Owning Olivia
Prologue
Silas
Having a fucked up face doesn’t always make people stare like everyone says—it makes people avoid you. They look anywhere else they possibly can to avoid looking in your eyes, because pity and shame are emotions better kept hidden. My face wasn’t always marred like this. I was born a cute kid, took after my momma with dark blond hair and bright blue eyes. People treat you differently when you’re attractive. But in my line of work, I don’t need to be a pretty boy, instead I’m an avenging angel. I’m the last face criminals see before they face full justice. I’m a bounty hunter. I work for myself and I answer to no one.
Most people would think I’d have ended up on the wrong side of the law growing up on the streets as I did, but when I witnessed firsthand what drugs did to my family, I vowed to dedicate my life to making sure no other kids had to go through what I suffered. I now put criminals in jail. If they want redemption, that’s on them. My job is to get them to trial alive and let the powers that be judge them.

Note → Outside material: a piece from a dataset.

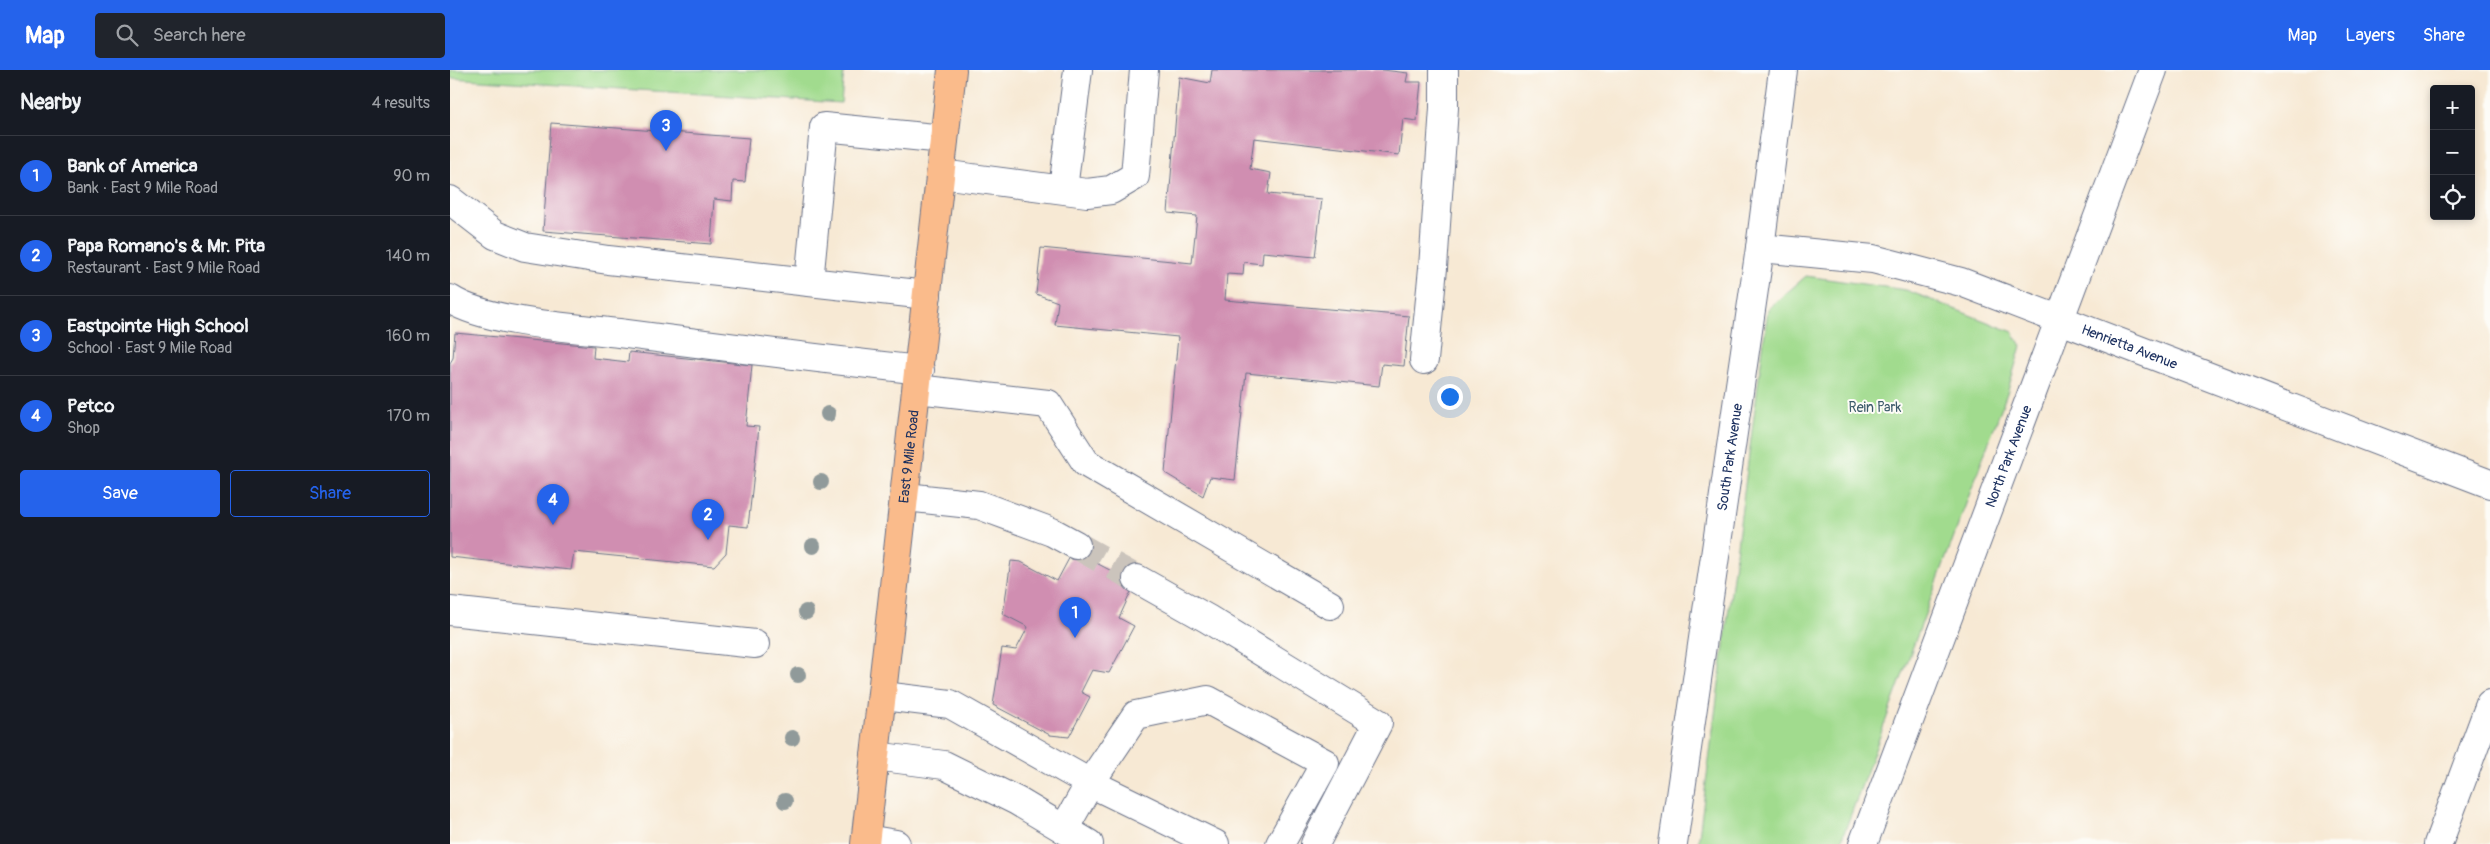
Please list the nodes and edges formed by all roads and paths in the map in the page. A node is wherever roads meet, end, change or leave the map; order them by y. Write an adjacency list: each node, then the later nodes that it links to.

The place was disgusting, some abandoned dive bar off the highway leading to nowhere. The greyish building looked rundown, like it’d been ignored for decades The paint on the siding was peeling, curling into itself, and garbage floated aimlessly in the wind. The scent wafting in to the open window of the car was stale smoke and desperation. A place where dreams went to die—a no-way-out dead end.
I sat in the car looking the place over. I’d made a pretty good reputation for myself over the years as a ruthless man who got what he wanted—at any cost. I’d worked hard and liked the look of fear I’d earned in the eyes of my opponents. I liked the speeding of my heart and the pure exhilaration of adrenaline pumping in my veins when their eyes exhibited defeat. I still had a little of that delinquent left in me and that’s why so many of these so called criminals were petrified of me. One look at my face and most of them cringed or backed away like maybe they thought being ugly was contagious. I liked that they were scared of me; fear was the only way to cultivate power and I needed the power. I never wanted to feel helpless again.

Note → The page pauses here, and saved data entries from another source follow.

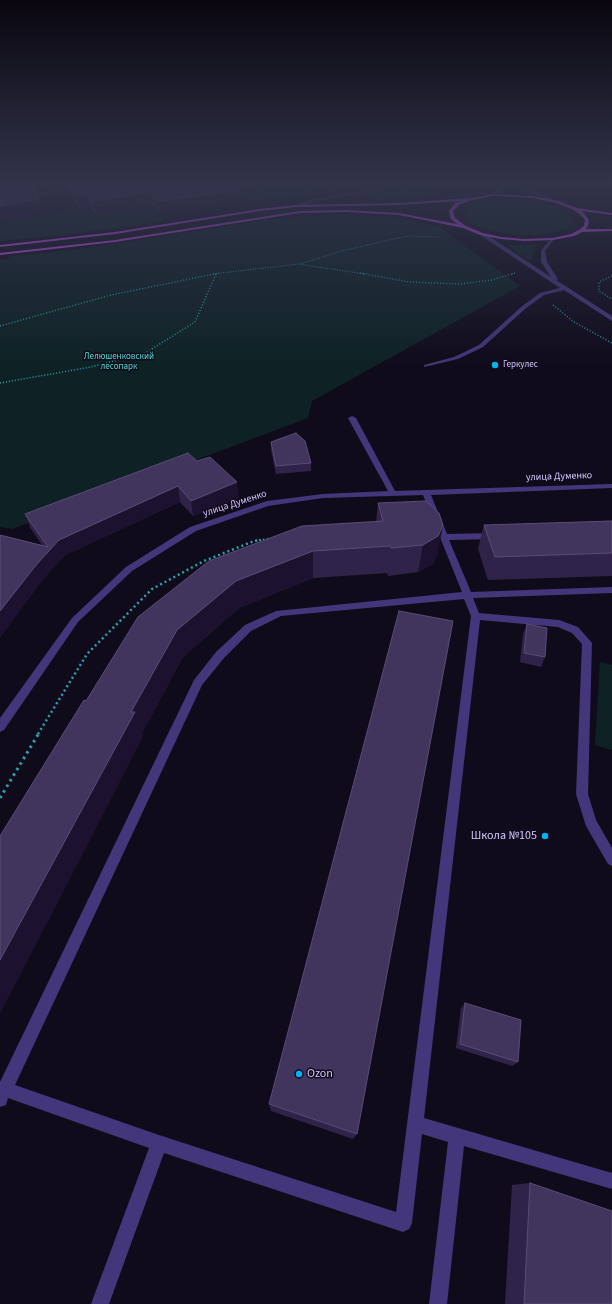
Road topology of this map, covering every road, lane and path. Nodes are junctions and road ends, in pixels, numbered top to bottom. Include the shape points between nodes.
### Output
1 (19, 244) edge
2 (90, 244) edge
3 (372, 244) edge
4 (497, 244) edge
5 (549, 244) edge
6 (0, 246) edge
7 (0, 254) edge
8 (298, 264) junction
9 (217, 273) junction
10 (515, 273) dead end
11 (612, 276) edge
12 (557, 282) junction
13 (565, 288) junction
14 (612, 299) edge
15 (612, 320) edge
16 (0, 326) edge
17 (426, 366) dead end
18 (0, 383) edge
19 (352, 418) dead end
20 (612, 486) edge
21 (426, 493) junction
22 (393, 494) junction
23 (505, 536) edge
24 (444, 537) junction
25 (274, 538) edge
26 (612, 590) edge
27 (467, 595) junction
28 (476, 616) junction
29 (0, 727) edge
30 (0, 798) edge
31 (612, 860) edge
32 (2, 1094) edge
33 (415, 1124) junction
34 (457, 1137) junction
35 (159, 1143) junction
36 (612, 1181) edge
37 (100, 1304) edge
38 (438, 1304) edge

1 - 6 main road
2 - 7 main road
3 - 8 path
4 - 12 street
5 - 12 street via 543,251 544,262
8 - 9 path
8 - 10 path via 409,282 460,284 492,280
9 - 16 path via 111,295
9 - 18 path via 195,322 147,352 91,367
11 - 14 path via 598,282 599,291
12 - 13 street
13 - 15 street
13 - 17 street via 542,294 481,346 456,358
19 - 22 street
20 - 21 street, улица Думенко
21 - 22 street, улица Думенко
21 - 24 street
22 - 29 street, улица Думенко via 323,496 267,504 193,529 129,569 75,620
23 - 24 street
24 - 27 street
25 - 30 path via 254,541 204,561 152,589 87,654
26 - 27 street
27 - 28 street
27 - 32 street via 279,613 248,628 220,655 198,683
28 - 31 street via 559,624 574,630 587,643 582,794 590,822
28 - 33 street
32 - 35 street
33 - 34 street
33 - 35 street via 404,1223
34 - 36 street
34 - 38 street
35 - 37 street

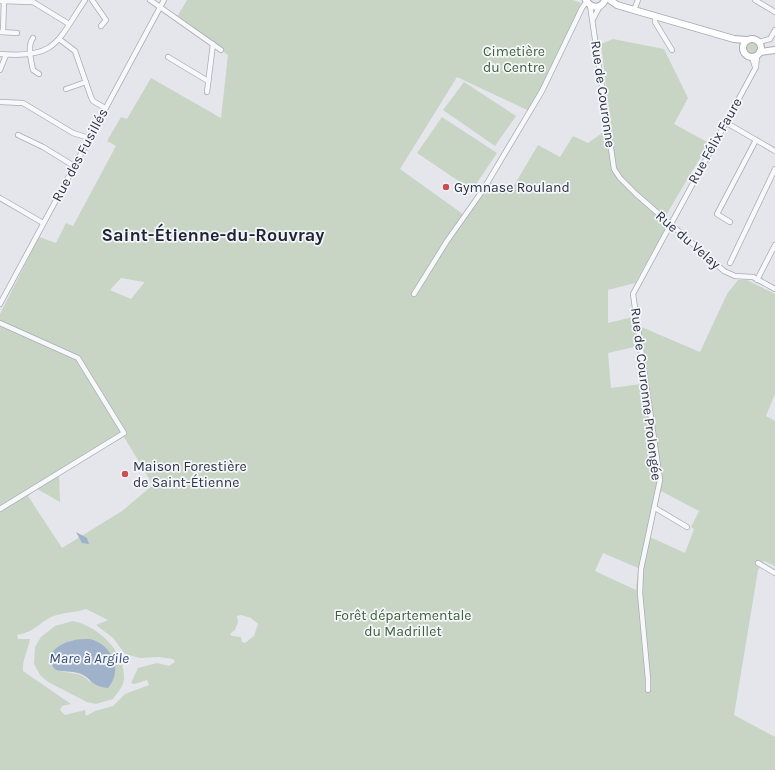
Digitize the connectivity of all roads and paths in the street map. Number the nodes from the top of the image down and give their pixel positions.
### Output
1 (3, 0) edge
2 (85, 0) edge
3 (92, 0) edge
4 (150, 0) edge
5 (164, 0) edge
6 (610, 0) edge
7 (638, 0) edge
8 (755, 0) edge
9 (34, 1) edge
10 (588, 2) edge
11 (602, 3) edge
12 (616, 4) junction
13 (160, 7) junction
14 (634, 10) junction
15 (775, 12) edge
16 (655, 16) junction
17 (593, 19) junction
18 (69, 24) junction
19 (101, 26) dead end
20 (775, 30) edge
21 (1, 32) edge
22 (17, 33) dead end
23 (33, 38) dead end
24 (59, 39) junction
25 (734, 39) junction
26 (746, 40) junction
27 (760, 43) junction
28 (213, 44) junction
29 (742, 47) junction
30 (221, 50) dead end
31 (672, 50) dead end
32 (773, 50) edge
33 (0, 54) edge
34 (6, 55) junction
35 (30, 55) junction
36 (756, 55) junction
37 (168, 57) dead end
38 (0, 70) edge
39 (39, 74) dead end
40 (208, 81) junction
41 (86, 82) junction
42 (66, 88) dead end
43 (207, 92) dead end
44 (0, 102) edge
45 (105, 108) junction
46 (725, 122) junction
47 (18, 135) dead end
48 (89, 138) junction
49 (756, 140) junction
50 (775, 151) edge
51 (74, 166) junction
52 (614, 169) joint
53 (775, 169) edge
54 (0, 198) edge
55 (730, 222) dead end
56 (43, 223) junction
57 (669, 224) junction
58 (775, 245) edge
59 (730, 263) dead end
60 (757, 280) junction
61 (636, 288) joint
62 (775, 289) edge
63 (414, 294) dead end
64 (0, 304) edge
65 (0, 323) edge
66 (655, 508) junction
67 (0, 509) edge
68 (687, 527) dead end
69 (758, 563) dead end
70 (775, 573) edge
71 (648, 690) dead end

1 - 9 street
1 - 21 street
2 - 18 street
3 - 19 street
4 - 13 street
5 - 13 street, Rue des Fusillés
6 - 12 main road
7 - 14 street
8 - 15 street
9 - 18 street
10 - 11 main road
10 - 17 street, Rue de Couronne
10 - 63 street
11 - 12 main road
11 - 17 street
12 - 14 main road
13 - 28 street
13 - 45 street, Rue des Fusillés
14 - 16 main road
16 - 25 main road
16 - 31 street
17 - 52 street, Rue de Couronne
18 - 24 street
20 - 27 street
21 - 22 street
23 - 35 street
24 - 35 street
24 - 41 street
25 - 26 main road
25 - 29 main road
26 - 27 main road
26 - 29 main road
27 - 32 main road
27 - 36 main road
28 - 30 street
28 - 40 street
29 - 36 main road
32 - 36 main road
33 - 34 street
34 - 35 street
34 - 38 street
35 - 39 street
36 - 46 street, Rue Félix Faure
37 - 40 street
40 - 43 street
41 - 42 street
41 - 45 street
44 - 48 street
45 - 48 street, Rue des Fusillés
46 - 49 street
46 - 57 street, Rue Félix Faure
47 - 51 street
48 - 51 street, Rue des Fusillés
49 - 50 street
49 - 55 street
51 - 56 street, Rue des Fusillés
52 - 57 street, Rue du Velay
53 - 59 street
54 - 56 street
56 - 64 street, Rue des Fusillés
57 - 60 street, Rue du Velay
57 - 61 street, Rue Félix Faure
58 - 60 street
60 - 62 street, Rue du Velay
61 - 66 street, Rue de Couronne Prolongée
65 - 67 street
66 - 68 street
66 - 71 street, Rue de Couronne Prolongée
69 - 70 street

No one messed with me. My reputation was enough to make men much braver than Paul Sutton quiver in their boots. He was becoming a regular, which wasn’t a good thing when it comes to running from the authorities. A life on the lam was no way to live, especially if kids were involved, and in this case, his daughter Olivia was my main concern.
I’d been on both sides of the law and I knew the ins and outs of everybody in the business. I had connections on both sides, loyalty to none. I’d gone from criminal to cop and come out a bounty hunter working on my own terms and making bank like I never saw on the force, and without the guilt that a life of crime had burdened me with. I worked hard to establish who I was. There were two types of criminals: bosses and henchmen, and I knew early on that I was never going to bow down to anyone—even the lords of the underworld respected me. Fear guaranteed they would. I worked alongside Kyle and no one else, he was a brother to me and there wasn’t anyone I trusted more. Kyle was a lawyer by trade, my best friend, and the only human I allowed to bring in a fugitive with me. We didn’t always work together, but whenever I needed back up, he was there. Kyle was my ride or die and I’d take a bullet for him without any hesitation whatsoever. He and his mother rescued me from the streets and they were my family. Annie always said that she and Kyle owed their lives to me, but it was the other way around—without them I’d have ended up an anonymous body in a morgue.
Our inside connections with law enforcement got us our marks, and our background in the underworld gave us the snitches to give up where they were hiding out. No one could keep up with us, let alone beat us. We delivered the most wanted into the hands of law enforcement and in return made an unintentional killing. Our reputation as ruthless bounty hunters wasn’t far off. Maybe we barked worse than we bit, but we took no shit and we took no prisoners.
Paul had no fucking idea how to run a business and to top it off he was a complete mess. He was busy shooting up what profit he made. It wasn’t the first time we’d brought him in. When we started doing bounty work, he was one of our first. Served his time, got out, but made even worse connections on the inside.